Consider this a head start on the 2018 midterm campaign. Donald Trump’s on his way to Florida for the weekend, planning to meet with officials about the Parkland mass shooting and to get away as usual to his resort, Mar-A-Lago. On his way out, Trump took a parting shot at Democrats who blocked his preferred deal on DACA and border security in a Senate vote-off, and possibly a few Republicans as well:
It’s worth noting, as Allahpundit did last night, that Trump’s proposal got the least amount of support of the four major bills offered on the cloture call. It only scored 39 votes, as thirteen Republicans voted against it. Two Democrats crossed over and voted for the Grassley-sponsored bill, Heidi Heitkamp (D-ND) and Joe Manchin (D-WV), perhaps the two most endangered red-state Democrats in the upper chamber. Trump’s proposal didn’t even get a majority, cloture or not. Of course, none of the bills got the necessary 60 votes, which makes this somewhat of an academic point — for now, anyway.
Democrats think they can outwait Trump, in part because two federal courts have proscribed the president’s authority to end DACA. As long as the program remains operational, they can claim that they’re using what leverage they have to force Trump into a “clean DACA” deal, allowing them to dispense with funding for the border wall and the immigration-policy changes Trump has been demanding. However, that’s a risky strategy — and the Supreme Court may blow it up long before the midterms:
With the fate of the 700,000 Dreamers, who were brought illegally into the United States years ago as children, still in limbo, the high court’s nine justices were set to meet privately on Friday morning to discuss what cases they will hear.
If the court does not act on Friday, it could do so on Tuesday, after Monday’s Presidents Day holiday.
If they accept the Trump appeal, they would likely not rule on it until late June. If they refuse to hear it, the lower court ruling would stay in effect while litigation continues.
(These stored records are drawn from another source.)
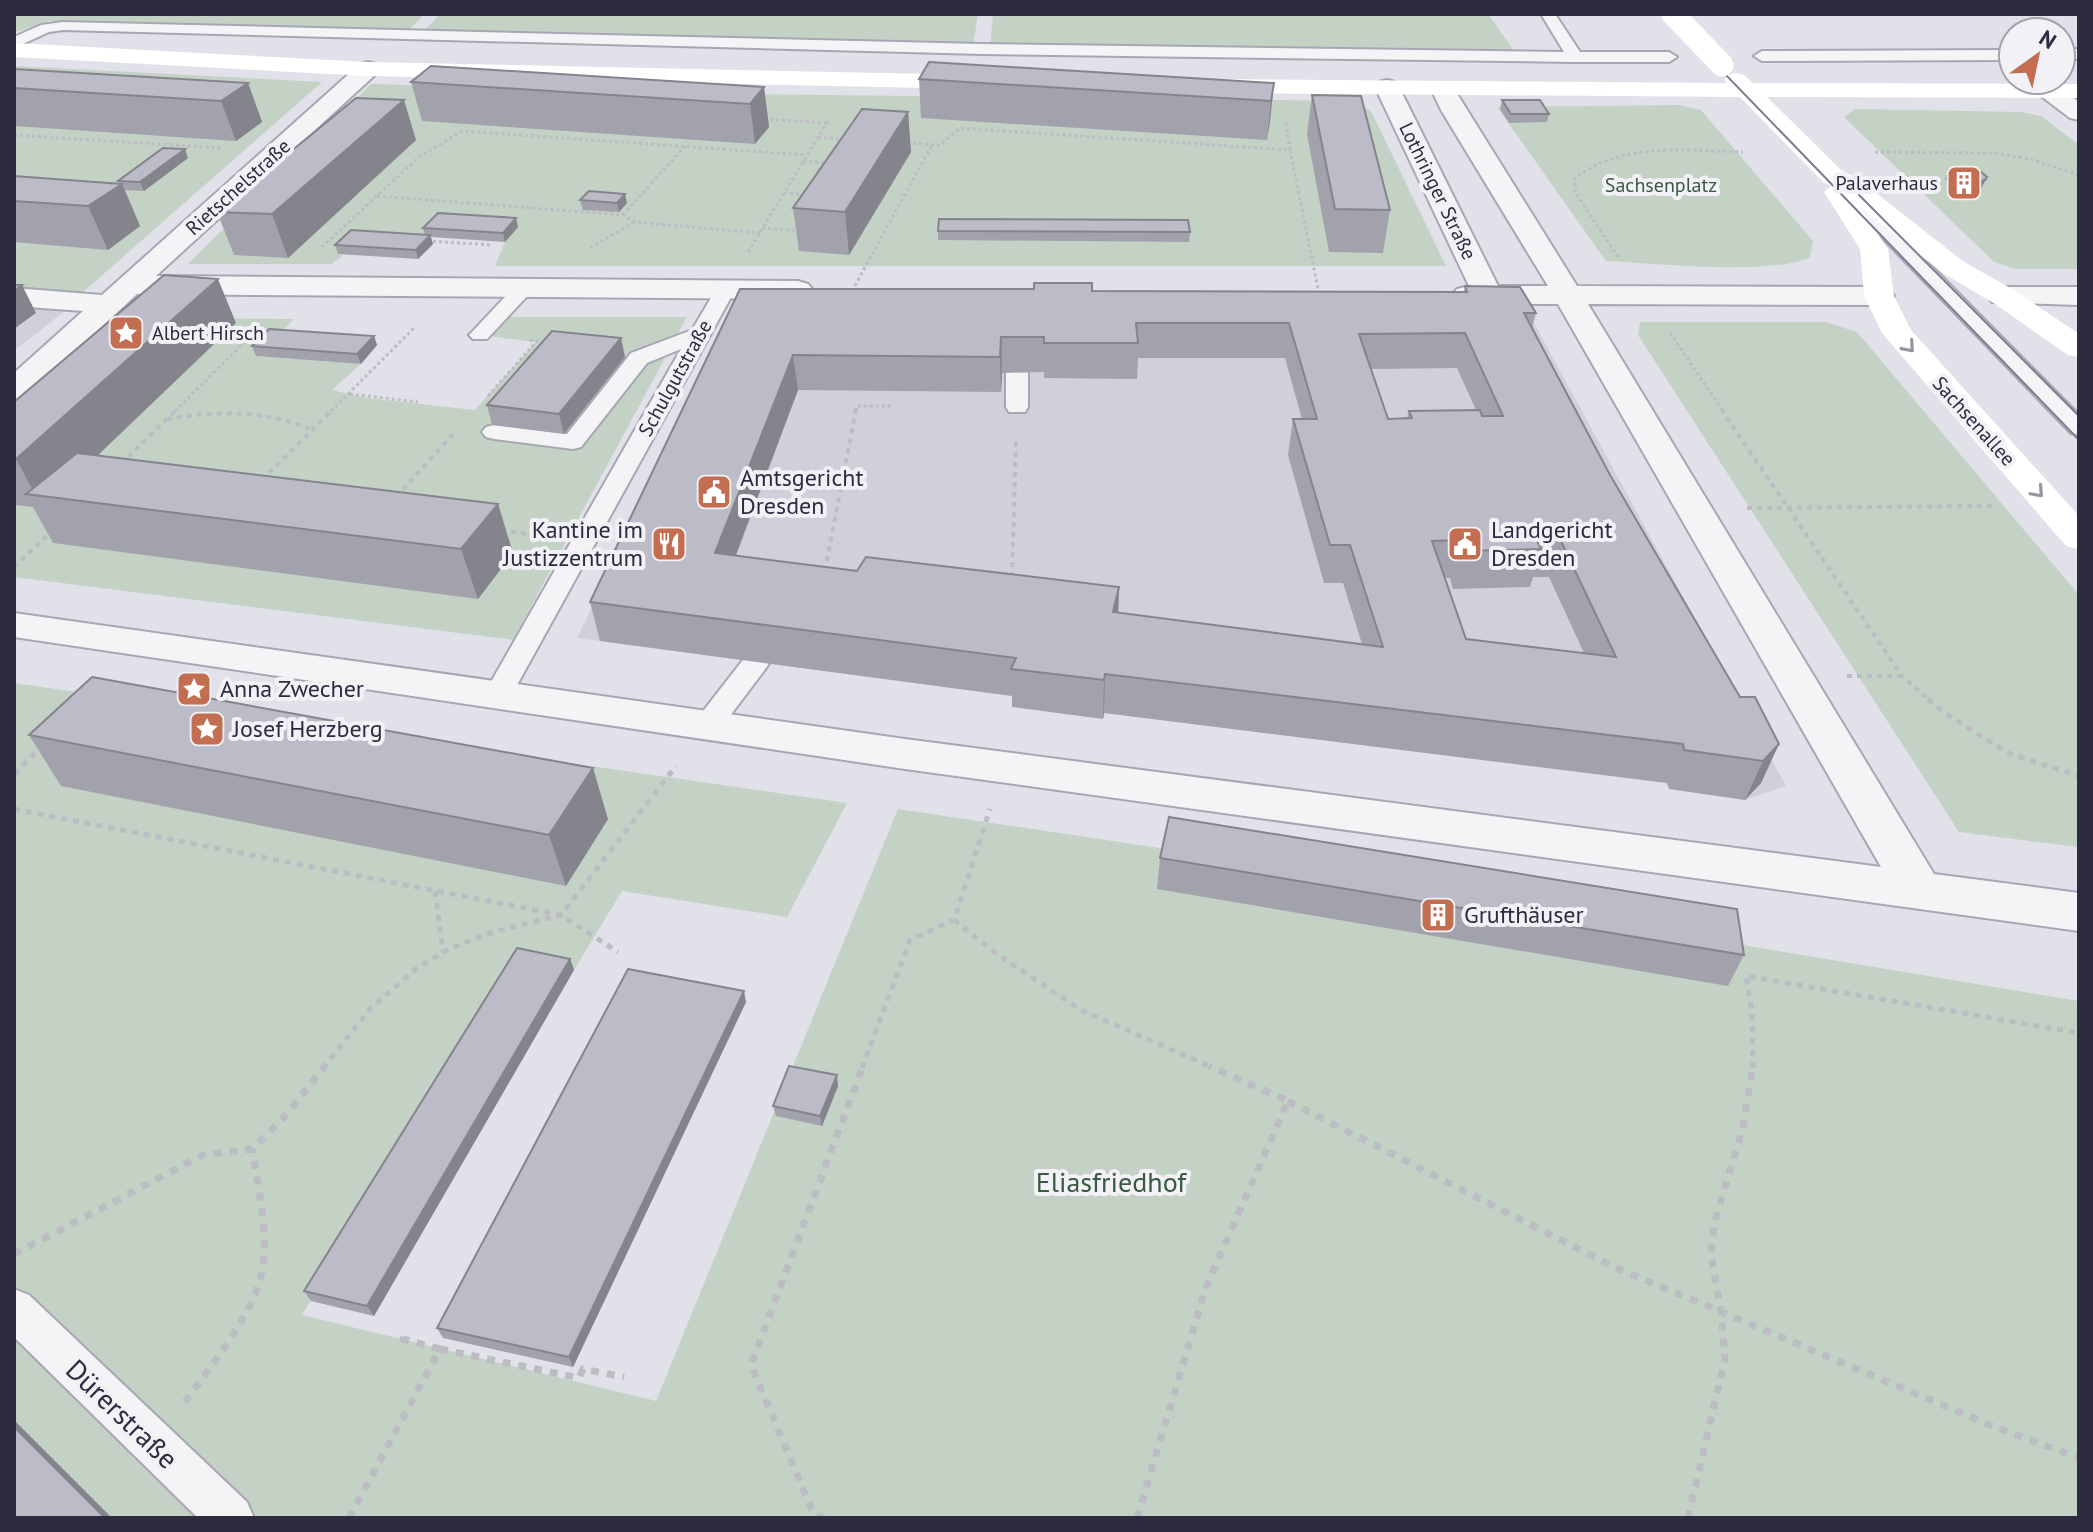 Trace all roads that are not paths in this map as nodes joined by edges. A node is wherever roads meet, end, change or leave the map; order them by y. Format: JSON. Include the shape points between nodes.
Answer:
{"nodes":[{"id":1,"x":1548,"y":14,"type":"edge"},
{"id":2,"x":1673,"y":14,"type":"edge"},
{"id":3,"x":14,"y":43,"type":"edge"},
{"id":4,"x":14,"y":50,"type":"edge"},
{"id":5,"x":1997,"y":55,"type":"edge"},
{"id":6,"x":1762,"y":56,"type":"dead end"},
{"id":7,"x":1575,"y":57,"type":"junction"},
{"id":8,"x":1669,"y":57,"type":"dead end"},
{"id":9,"x":368,"y":69,"type":"junction"},
{"id":10,"x":994,"y":83,"type":"edge"},
{"id":11,"x":1191,"y":85,"type":"edge"},
{"id":12,"x":1387,"y":87,"type":"junction"},
{"id":13,"x":1443,"y":89,"type":"junction"},
{"id":14,"x":1747,"y":91,"type":"junction"},
{"id":15,"x":1997,"y":91,"type":"edge"},
{"id":16,"x":2056,"y":96,"type":"edge"},
{"id":17,"x":2079,"y":113,"type":"edge"},
{"id":18,"x":1832,"y":176,"type":"junction"},
{"id":19,"x":524,"y":288,"type":"junction"},
{"id":20,"x":725,"y":290,"type":"junction"},
{"id":21,"x":852,"y":291,"type":"edge"},
{"id":22,"x":118,"y":294,"type":"junction"},
{"id":23,"x":1442,"y":295,"type":"edge"},
{"id":24,"x":1488,"y":295,"type":"junction"},
{"id":25,"x":1568,"y":295,"type":"junction"},
{"id":26,"x":1879,"y":296,"type":"junction"},
{"id":27,"x":2003,"y":296,"type":"junction"},
{"id":28,"x":2079,"y":296,"type":"edge"},
{"id":29,"x":14,"y":297,"type":"edge"},
{"id":30,"x":700,"y":334,"type":"junction"},
{"id":31,"x":480,"y":335,"type":"dead end"},
{"id":32,"x":2079,"y":348,"type":"edge"},
{"id":33,"x":1017,"y":373,"type":"edge"},
{"id":34,"x":14,"y":390,"type":"edge"},
{"id":35,"x":1017,"y":407,"type":"road end"},
{"id":36,"x":2079,"y":428,"type":"edge"},
{"id":37,"x":494,"y":432,"type":"edge"},
{"id":38,"x":2079,"y":538,"type":"edge"},
{"id":39,"x":14,"y":625,"type":"edge"},
{"id":40,"x":756,"y":662,"type":"edge"},
{"id":41,"x":497,"y":696,"type":"junction"},
{"id":42,"x":707,"y":726,"type":"junction"},
{"id":43,"x":1918,"y":889,"type":"junction"},
{"id":44,"x":2079,"y":912,"type":"edge"},
{"id":45,"x":14,"y":1309,"type":"edge"},
{"id":46,"x":231,"y":1518,"type":"edge"}],
"edges":[{"from":1,"to":7,"type":"lane"},
{"from":2,"to":14,"type":"main road","bridge":true},
{"from":3,"to":7,"type":"lane","via":[[63,26],[950,49]]},
{"from":4,"to":9,"type":"main road"},
{"from":5,"to":6,"type":"lane"},
{"from":7,"to":8,"type":"lane"},
{"from":9,"to":10,"type":"main road"},
{"from":9,"to":22,"type":"street","name":"Rietschelstraße"},
{"from":11,"to":12,"type":"main road"},
{"from":12,"to":13,"type":"main road"},
{"from":12,"to":24,"type":"street","name":"Lothringer Straße"},
{"from":13,"to":14,"type":"main road"},
{"from":13,"to":25,"type":"street"},
{"from":14,"to":15,"type":"main road"},
{"from":14,"to":18,"type":"main road"},
{"from":16,"to":17,"type":"street"},
{"from":18,"to":26,"type":"main road","via":[[1874,249]]},
{"from":18,"to":27,"type":"main road","via":[[1954,268]]},
{"from":18,"to":36,"type":"lane"},
{"from":19,"to":20,"type":"street"},
{"from":19,"to":22,"type":"street","via":[[301,287]]},
{"from":19,"to":31,"type":"lane"},
{"from":20,"to":21,"type":"street"},
{"from":20,"to":30,"type":"lane","name":"Schulgutstraße"},
{"from":22,"to":29,"type":"street"},
{"from":22,"to":34,"type":"street","name":"Rietschelstraße"},
{"from":23,"to":24,"type":"street"},
{"from":24,"to":25,"type":"street"},
{"from":25,"to":26,"type":"street"},
{"from":25,"to":43,"type":"street"},
{"from":26,"to":38,"type":"main road","name":"Sachsenallee","one_way":true,"via":[[1897,333]]},
{"from":27,"to":28,"type":"street"},
{"from":27,"to":32,"type":"main road"},
{"from":30,"to":37,"type":"lane","via":[[639,358],[573,442]]},
{"from":30,"to":41,"type":"lane","name":"Schulgutstraße"},
{"from":33,"to":35,"type":"lane"},
{"from":39,"to":41,"type":"street"},
{"from":40,"to":42,"type":"lane"},
{"from":41,"to":42,"type":"street"},
{"from":42,"to":43,"type":"street"},
{"from":43,"to":44,"type":"street"},
{"from":45,"to":46,"type":"lane","name":"Dürerstraße"}]} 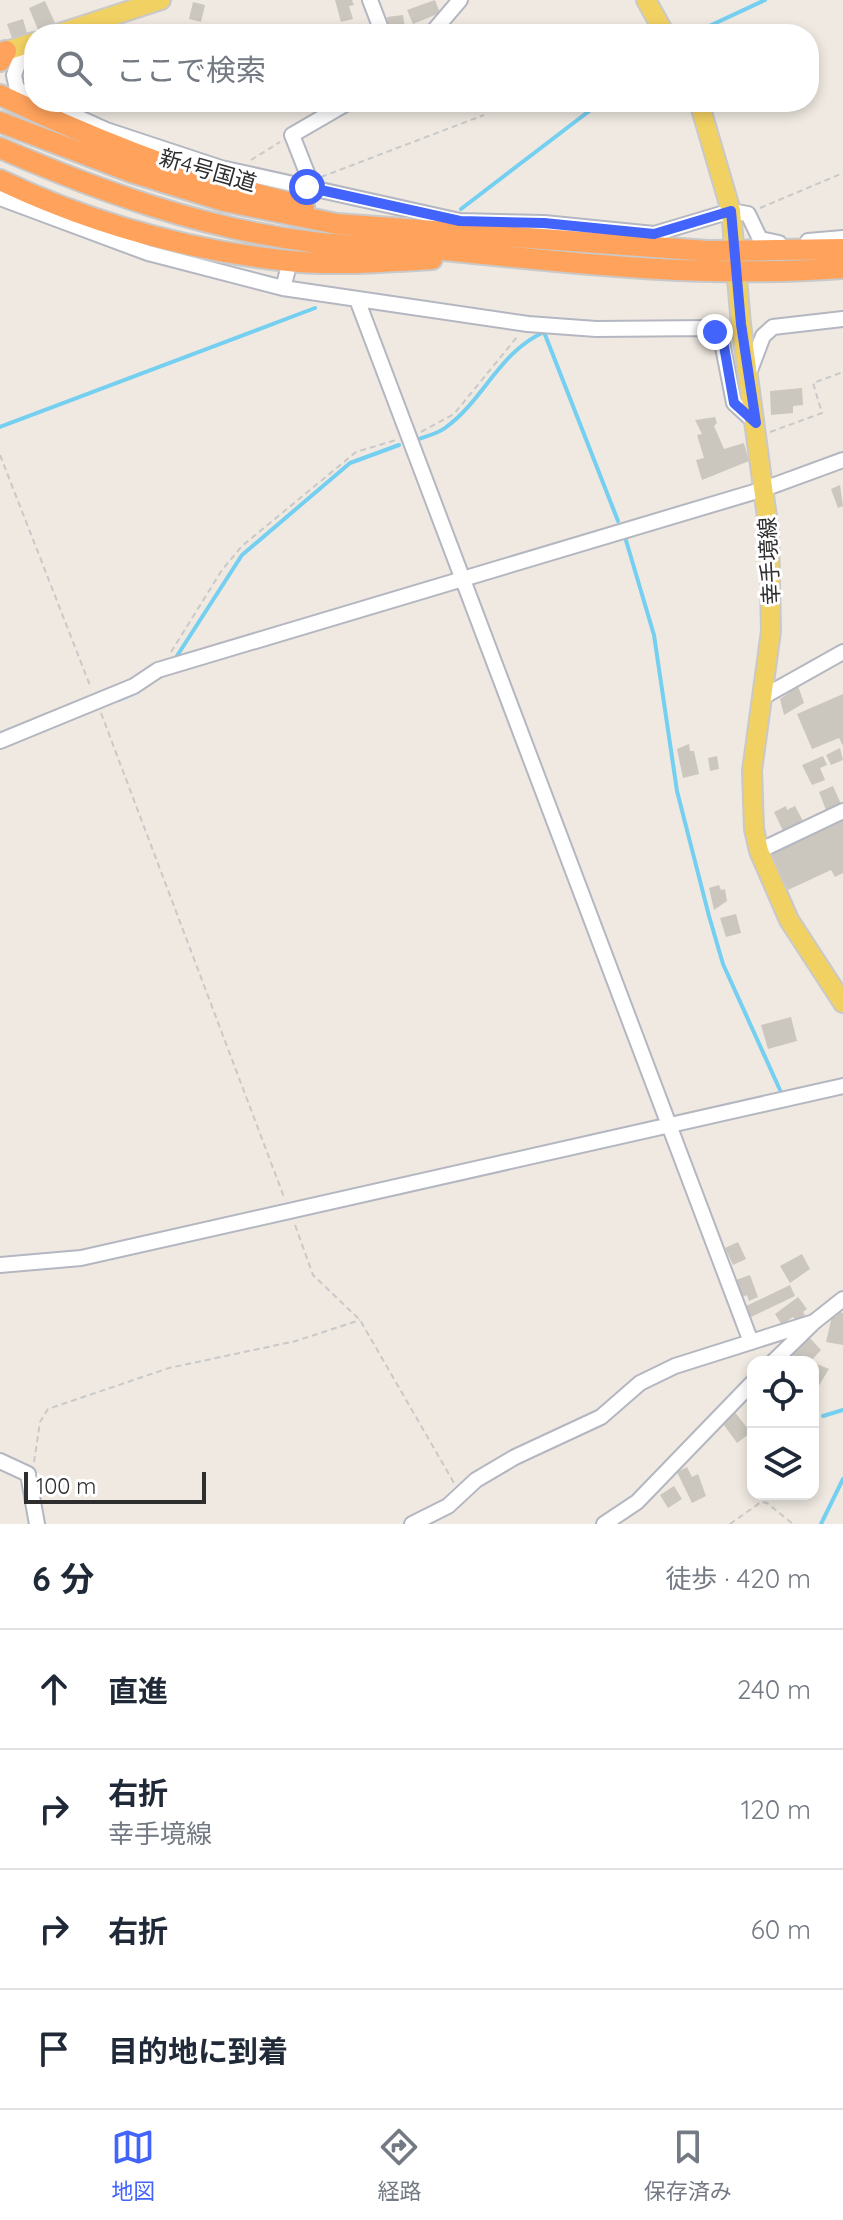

If this has to percolate through the lower courts and appellate level, it might not come to the Supreme Court until next term, which means Democrats won’t have to pay any consequence for refusing to restrict family unification policy and fund the border wall Congress authorized in 2006 — at least until after the midterms. If, however, the court decides to take it up immediately as an emergency, it might mean that DACA will come to a screeching halt in June, leaving Democrats to answer to very angry activists about why they surrendered their budgetary leverage in February and March.
We might find out today whether they will take up the case, but when they do, the White House has good reason for optimism. First, DACA’s provisions for work permits (among other issues) violates statutes already in place, which makes the Obama-era policy an unconstitutional violation of the separation of powers. Second, one president’s policies (in EOs or any other form) cannot bind succeeding presidencies. Even if one president can order DACA as a form of prosecutorial discretion, a succeeding president can undo it under the same authority. If that creates problems for program recipients, it’s a good reason why these types of policies should come in the form of statutes in the first place.
However, the value of Trump’s argument will only come into play when it becomes apparent just how badly Democrats shafted the DACA population. That won’t happen unless the Supreme Court intervenes in such a way as to allow Trump to shut it down, calling the Democrats’ bluff and reframing the debate on his terms again. Trump went further in his proposal than conservatives wanted to allow, offering a path to citizenship for nearly 2 million people in the country illegally in exchange for policies that would prevent the need for a DACA in the future — a border wall and changes in policies to discourage illegal entries down the road. That’s still a good solution to the DACA standoff; we’ll see if the Supreme Court provides a catalyst for a more rapid resolution.